# Project 3: Reddit Post Classification

<i>Pulling information and classifying posts via Pushshift's API</i>

**Author: Brendan McDonnell**

## Step 2: EDA Part 1

Exploring, visualizing, and pulling information from the two datasets before modeling.

## Relative Links
- [Importing Libraries and Datasets Needed](#Importing-Libraries-and-Datasets-Needed)
- [Visualizing and Exploring Data](#Visualizing-and-Exploring-Data)
- [A Few Notes About the Data](#A-Few-Notes-About-the-Data)
- [Export the Data to CSV](#Export-the-Data-to-CSV)

## Importing Libraries and Datasets Needed

In [None]:
import pandas as pd
import numpy as np
from vaderSentiment.vaderSentiment import SentimentIntensityAnalyzer

In [None]:
df_don = pd.read_csv('data/the_donald.csv')
df_rep = pd.read_csv('data/republican.csv')

## Visualizing and Exploring Data

In [None]:
df_don.drop(columns='Unnamed: 0', inplace=True)
df_rep.drop(columns='Unnamed: 0', inplace=True)

In [None]:
# 15,000 posts from r/The_Donald
df_don.head(10)

In [None]:
# 14,999 posts from r/Republican
df_rep.head(10)

In [None]:
# nulls in body; no body to report
# nulls in user, user has deleted account
df_don.isnull().sum()

In [None]:
# nulls in body; no body to report
# nulls in user, user has deleted account
df_rep.isnull().sum()

In [None]:
# number of users posting all 15,000 posts
len(df_don.user.unique())

In [None]:
# number of users posting all 14,999 posts
len(df_rep.user.unique())

In [None]:
# 85 overlapping users posting (because nan is one of the users)
# guessing users posting can be a good variable for narrowing down where the post is going
len(set(df_rep.user.unique()).intersection(list(df_don.user.unique())))

In [None]:
# republican data starts at July 4, 2019 and goes back to May 15, 2018
df_rep.head()

In [None]:
# Donald data starts at July 4, 2019 and goes back to June 28, 2019
df_don.head()

In [None]:
list_don = [1 if 'breitbart' in value else 0 for value in list(df_don['url'].values)]
list_rep = [1 if 'breitbart' in value else 0 for value in list(df_rep['url'].values)]
sum(list_don), sum(list_rep)

In [None]:
trump_don = [1 if 'trump' in title.lower() else 0 for title in list(df_don['title'].values)]
trump_rep = [1 if 'trump' in title.lower() else 0 for title in list(df_rep['title'].values)]
sum(trump_don) / 15000, sum(trump_rep) / 14999

## A Few Notes About the Data

1. r/Republican has 3,012 unique users making 14,999 posts over the last year plus in r/Republican, whereas r/The_Donald has 4,893 unique users to 15,0000 posts over the last 6 days. 86 of those users have posted in both subreddits.
    - r/Republican is less active AND has less unique posters. Users posting will probably be a good indicator of which subreddit the post belongs to
2. Breitbart articles get posted less on r/Republican, but not as much of a difference as I expected.
    - Could indicate heavier alt-right leanings on r/Republican but that is a very broad assumption. There are probably plenty of less famous alt right websites I should check first.
3. Trump's name pops up in a LOT of titles on both subreddits; 11.3% of The_Donald titles and 14.8% of Republican titles in the datasets.

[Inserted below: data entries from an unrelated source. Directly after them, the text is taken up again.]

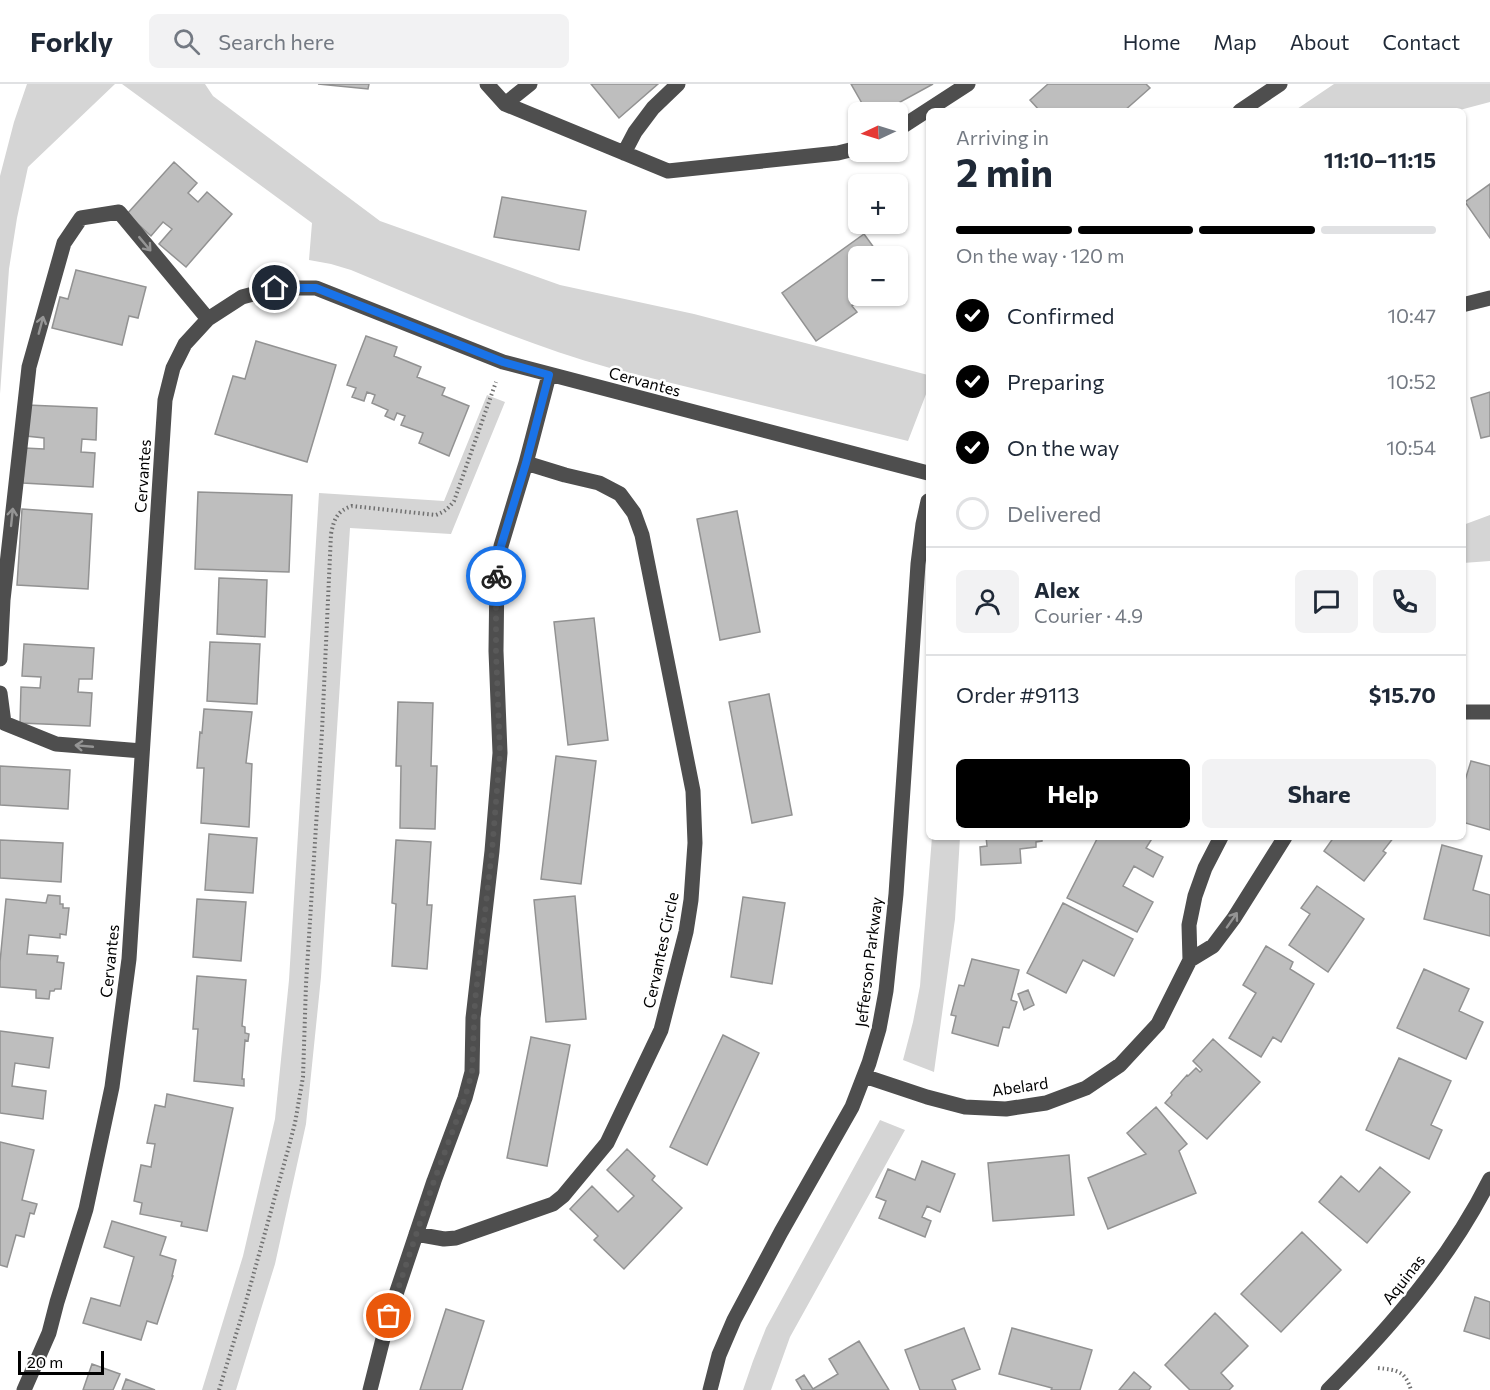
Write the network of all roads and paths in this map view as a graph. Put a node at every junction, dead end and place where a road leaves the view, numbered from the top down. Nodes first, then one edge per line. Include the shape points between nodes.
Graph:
1 (487, 84) edge
2 (530, 84) edge
3 (678, 84) edge
4 (968, 84) edge
5 (1280, 84) edge
6 (505, 104) junction
7 (931, 108) edge
8 (1244, 108) edge
9 (926, 111) edge
10 (908, 123) edge
11 (848, 150) edge
12 (624, 153) junction
13 (1490, 298) edge
14 (1466, 304) edge
15 (208, 319) junction
16 (503, 362) junction
17 (549, 375) junction
18 (526, 463) junction
19 (926, 472) edge
20 (926, 510) edge
21 (0, 659) edge
22 (0, 693) edge
23 (1466, 712) edge
24 (1490, 712) edge
25 (142, 751) junction
26 (1219, 840) edge
27 (1283, 840) edge
28 (1190, 960) junction
29 (864, 1076) junction
30 (1490, 1179) edge
31 (416, 1234) junction
32 (1353, 1366) junction
33 (24, 1390) edge
34 (219, 1390) edge
35 (370, 1390) edge
36 (710, 1390) edge
37 (1328, 1390) edge
38 (1411, 1390) edge

1 - 6 street
2 - 6 street
3 - 12 street via 653,108
4 - 7 street
5 - 8 street
6 - 12 street
9 - 10 street
11 - 12 street via 668,171
13 - 14 street
15 - 16 street, Cervantes via 242,297 275,288 316,288
21 -> 15 street via 29,367 64,243 81,218 119,212
15 - 25 street, Cervantes via 185,344 173,368 165,400
16 - 17 street, Cervantes
16 - 34 path via 454,501 448,508 436,515 352,506 343,509 333,523 303,1077 289,1146
17 - 18 street
17 - 19 street, Cervantes
18 - 31 street via 497,570 500,753 475,1001 472,1072
18 - 31 street, Cervantes Circle via 598,483 620,494 634,513 642,535 693,791 691,900 661,1030 607,1143 553,1204 456,1238
20 - 29 street, Jefferson Parkway via 918,564 886,991
25 -> 22 street via 56,744 4,723
23 - 24 street
25 - 33 street, Cervantes via 129,959 112,1087 86,1209 49,1333
26 - 28 street, Abelard via 1195,897 1189,925
28 -> 27 street via 1214,946
28 - 29 street, Abelard via 1158,1024 1120,1065 1086,1088 1046,1103 1006,1109 965,1107
29 - 36 street, Jefferson Parkway via 852,1107 734,1320
30 - 32 street, Aquinas via 1430,1274
31 - 35 street
32 - 37 street, Aquinas
32 - 38 path via 1404,1375

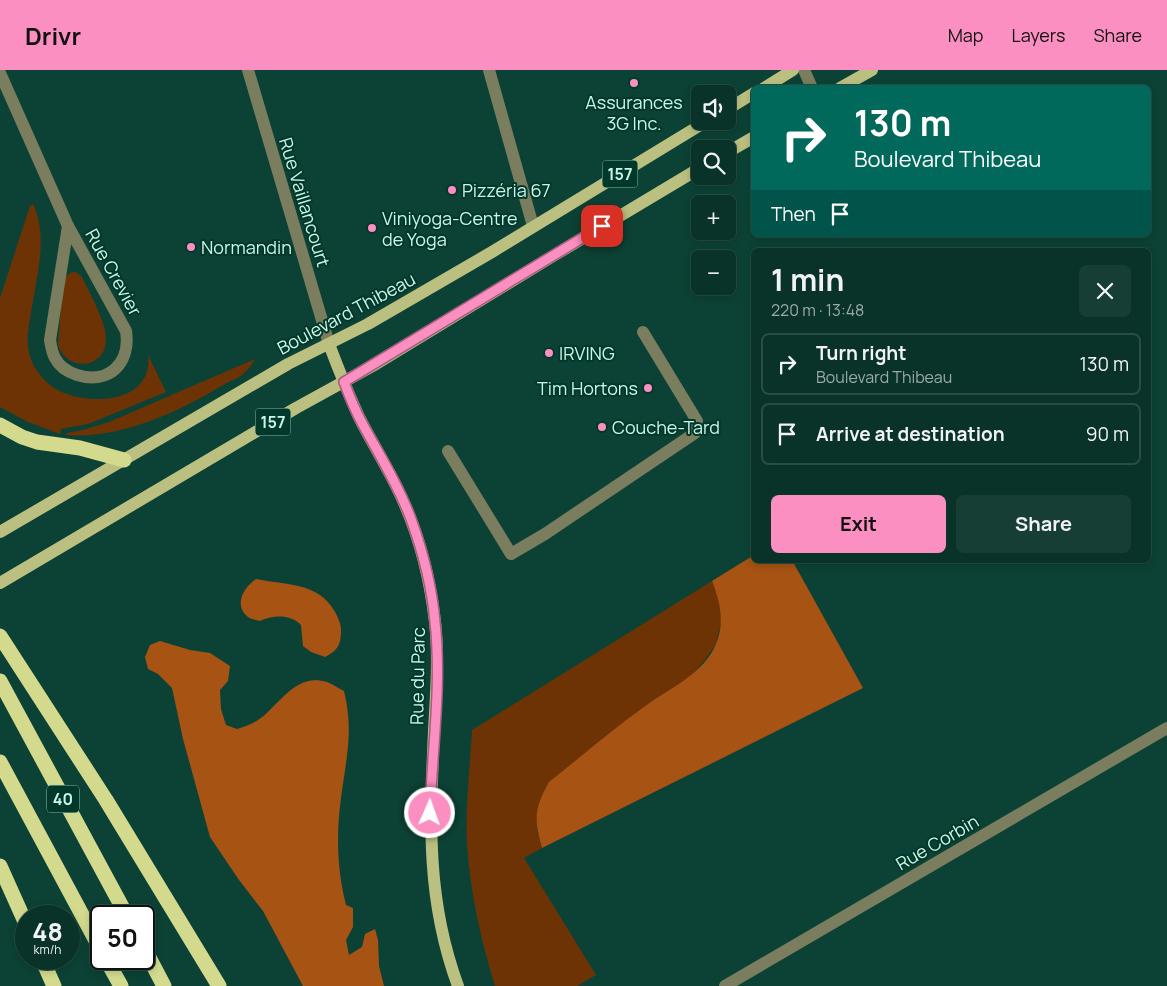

**For the final model, I will only be using the Title and Body columns to predict the subreddit a post belongs to.**

I will need to impute some values for the nulls in the body column before I start manipulating the data.

In [None]:
# update dataframes and append to make one big DF
df_don['is_the_donald'] = 1
df_rep['is_the_donald'] = 0

In [None]:
df = df_rep.append(df_don, ignore_index=True)

In [None]:
df_rep

In [None]:
df = df.drop(columns=['id', 'score', 'url', 'comms_num', 'created', 'user'])

In [None]:
# impute missing values with a character that has no sentiment or meaning
df['body'] = df['body'].apply(lambda text: '_' if text == '[removed]' or text == '[deleted]' else text)

In [None]:
df.fillna('_', inplace=True)

In [None]:
df.head()

In [None]:
df['title'][0]

In [None]:
SentimentIntensityAnalyzer().polarity_scores(df['title'][0])

In [None]:
df['vad_title_neg'] = df['title'].apply(lambda text: SentimentIntensityAnalyzer().polarity_scores(text)['neg'])
df['vad_title_neu'] = df['title'].apply(lambda text: SentimentIntensityAnalyzer().polarity_scores(text)['neu'])
df['vad_title_pos'] = df['title'].apply(lambda text: SentimentIntensityAnalyzer().polarity_scores(text)['pos'])
df['vad_title_compound'] = df['title'].apply(lambda text: SentimentIntensityAnalyzer().polarity_scores(text)['compound'])

In [None]:
df['vad_body_neg'] = df['body'].apply(lambda text: SentimentIntensityAnalyzer().polarity_scores(text)['neg'])
df['vad_body_neu'] = df['body'].apply(lambda text: SentimentIntensityAnalyzer().polarity_scores(text)['neu'])
df['vad_body_pos'] = df['body'].apply(lambda text: SentimentIntensityAnalyzer().polarity_scores(text)['pos'])
df['vad_body_compound'] = df['body'].apply(lambda text: SentimentIntensityAnalyzer().polarity_scores(text)['compound'])

In [None]:
df.head()

In [None]:
df.shape

## Export the Data to CSV

In [None]:
# combined data
# df.to_csv('data/data_comb_w_sent.csv', index=False)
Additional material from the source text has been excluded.